Column Classes¶

Deep Lake provides two column classes for different access levels:

Class	Description
Column	Full read-write access to column data
ColumnView	Read-only access to column data

Column Class¶

deeplake.Column ¶

Bases: ColumnView

Provides read-write access to a column in a dataset. Column extends ColumnView with methods for modifying data, making it suitable for dataset creation and updates in ML workflows.

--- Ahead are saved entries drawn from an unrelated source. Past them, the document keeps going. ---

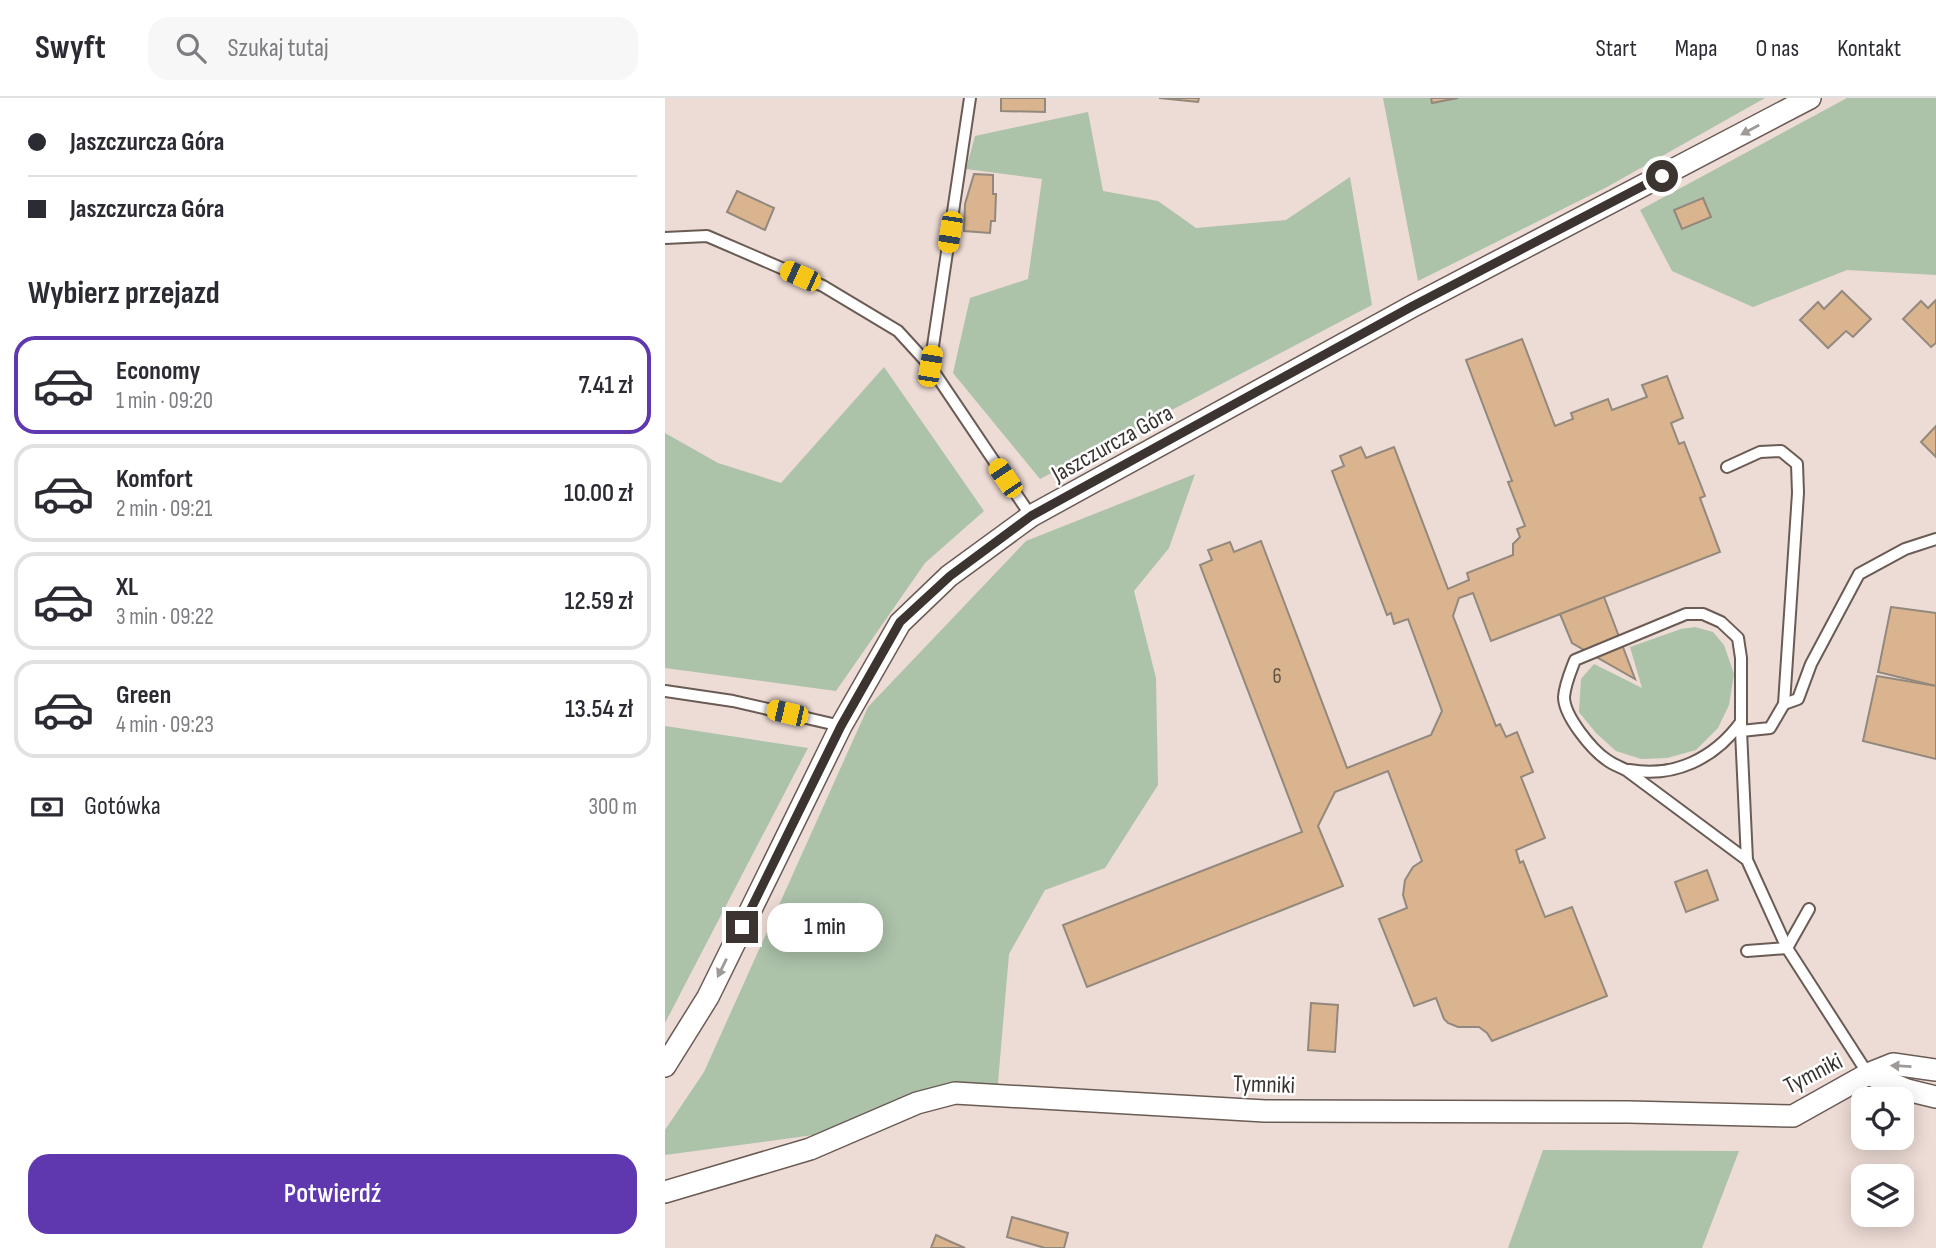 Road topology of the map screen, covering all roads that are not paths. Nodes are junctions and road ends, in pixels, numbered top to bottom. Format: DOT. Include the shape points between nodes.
graph roads {
  1 [pos="970,98"];
  2 [pos="1810,98"];
  3 [pos="665,238"];
  4 [pos="930,366"];
  5 [pos="1727,467"];
  6 [pos="1031,516"];
  7 [pos="1936,538"];
  8 [pos="665,691"];
  9 [pos="1784,704"];
  10 [pos="841,726"];
  11 [pos="1741,727"];
  12 [pos="1626,770"];
  13 [pos="1747,860"];
  14 [pos="1808,909"];
  15 [pos="1787,948"];
  16 [pos="1747,951"];
  17 [pos="665,1066"];
  18 [pos="1936,1070"];
  19 [pos="1868,1074"];
  20 [pos="1936,1097"];
  21 [pos="665,1192"];
  1 -- 4 [label="lane"];
  2 -- 6 [label="street, Jaszczurcza Góra, one-way" via="1411,307"];
  3 -- 4 [label="lane" via="707,236 823,286 898,331"];
  4 -- 6 [label="lane"];
  5 -- 9 [label="lane" via="1760,452 1781,451 1797,464"];
  6 -- 10 [label="street, Jaszczurcza Góra" via="950,576 900,622"];
  7 -- 9 [label="lane" via="1859,574 1811,664 1798,699"];
  8 -- 10 [label="lane"];
  9 -- 11 [label="lane" via="1770,728"];
  10 -- 17 [label="street, Jaszczurcza Góra, one-way" via="708,997"];
  11 -- 12 [label="lane" via="1703,760 1669,772"];
  11 -- 12 [label="lane" via="1738,638 1721,622 1703,614 1686,614 1575,660 1567,679 1564,701 1572,721 1606,760"];
  11 -- 13 [label="lane"];
  12 -- 13 [label="lane"];
  13 -- 15 [label="lane"];
  14 -- 15 [label="lane"];
  15 -- 16 [label="lane"];
  15 -- 19 [label="lane"];
  18 -- 19 [label="street, Tymniki, one-way" via="1893,1064"];
  19 -- 20 [label="street, Tymniki"];
  19 -- 21 [label="street, Tymniki" via="1793,1116 1265,1111 955,1093 917,1103 810,1149"];
}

The Column class allows you to:

Read and write data using integer indices, slices, or lists of indices
Modify data asynchronously for better performance
Access and modify column metadata
Handle various data types common in ML: images, embeddings, labels, etc.

Examples:

Update training labels:

# Update single label
ds["labels"][0] = 1

# Update batch of labels
ds["labels"][0:32] = new_labels

# Async update for better performance
future = ds["labels"].set_async(slice(0, 32), new_labels)
future.wait()

Store image embeddings:

# Generate and store embeddings
embeddings = model.encode(images)
ds["embeddings"][0:len(embeddings)] = embeddings

Manage column metadata:

# Store preprocessing parameters
ds["images"].metadata["mean"] = [0.485, 0.456, 0.406]
ds["images"].metadata["std"] = [0.229, 0.224, 0.225]

getitem ¶

__getitem__(
    index: int | slice | list | tuple,
) -> ndarray | list | Dict | str | bytes | None

Retrieve data from the column at the specified index or range.

Parameters:

Name	Type	Description	Default
`index`	`int \| slice \| list \| tuple`	Can be: int: Single item index slice: Range of indices (e.g., 0:10) list/tuple: Multiple specific indices	required

Returns:

Type	Description
`ndarray \| list \| Dict \| str \| bytes \| None`	The data at the specified index/indices. Type depends on the column's data type.

Examples:

# Get single item
image = column[0]

# Get range
batch = column[0:32]

# Get specific indices
items = column[[1, 5, 10]]

setitem ¶

__setitem__(index: int | slice, value: Any) -> None

Set data in the column at the specified index or range.

Parameters:

Name	Type	Description	Default
`index`	`int \| slice`	Can be: int: Single item index slice: Range of indices (e.g., 0:10)	required
`value`	`Any`	The data to store. Must match the column's data type.	required

Examples:

# Update single item
column[0] = new_image

# Update range
column[0:32] = new_batch

get_async ¶

get_async(index: int | slice | list | tuple) -> Future

Asynchronously retrieve data from the column. Useful for large datasets or when loading multiple items in ML pipelines.

Parameters:

Name	Type	Description	Default
`index`	`int \| slice \| list \| tuple`	Can be: int: Single item index slice: Range of indices list/tuple: Multiple specific indices	required

Returns:

Name	Type	Description
`Future`	`Future`	A Future object that resolves to the requested data.

Examples:

# Async batch load
future = column.get_async(slice(0, 32))
batch = future.result()

# Using with async/await
async def load_batch():
    batch = await column.get_async(slice(0, 32))
    return batch

metadata `property` ¶

metadata: Metadata

name `property` ¶

name: str

Get the name of the column.

Returns:

Name	Type	Description
`str`	`str`	The column name.

set_async ¶

set_async(index: int | slice, value: Any) -> FutureVoid

Asynchronously set data in the column. Useful for large updates or when modifying multiple items in ML pipelines.

Parameters:

Name	Type	Description	Default
`index`	`int \| slice`	Can be: int: Single item index slice: Range of indices	required
`value`	`Any`	The data to store. Must match the column's data type.	required

Returns:

Name	Type	Description
`FutureVoid`	`FutureVoid`	A FutureVoid that completes when the update is finished.

Examples:

# Async batch update
future = column.set_async(slice(0, 32), new_batch)
future.wait()

# Using with async/await
async def update_batch():
    await column.set_async(slice(0, 32), new_batch)

ColumnView Class¶

deeplake.ColumnView ¶

Provides read-only access to a column in a dataset. ColumnView is designed for efficient data access in ML workflows, supporting both synchronous and asynchronous operations.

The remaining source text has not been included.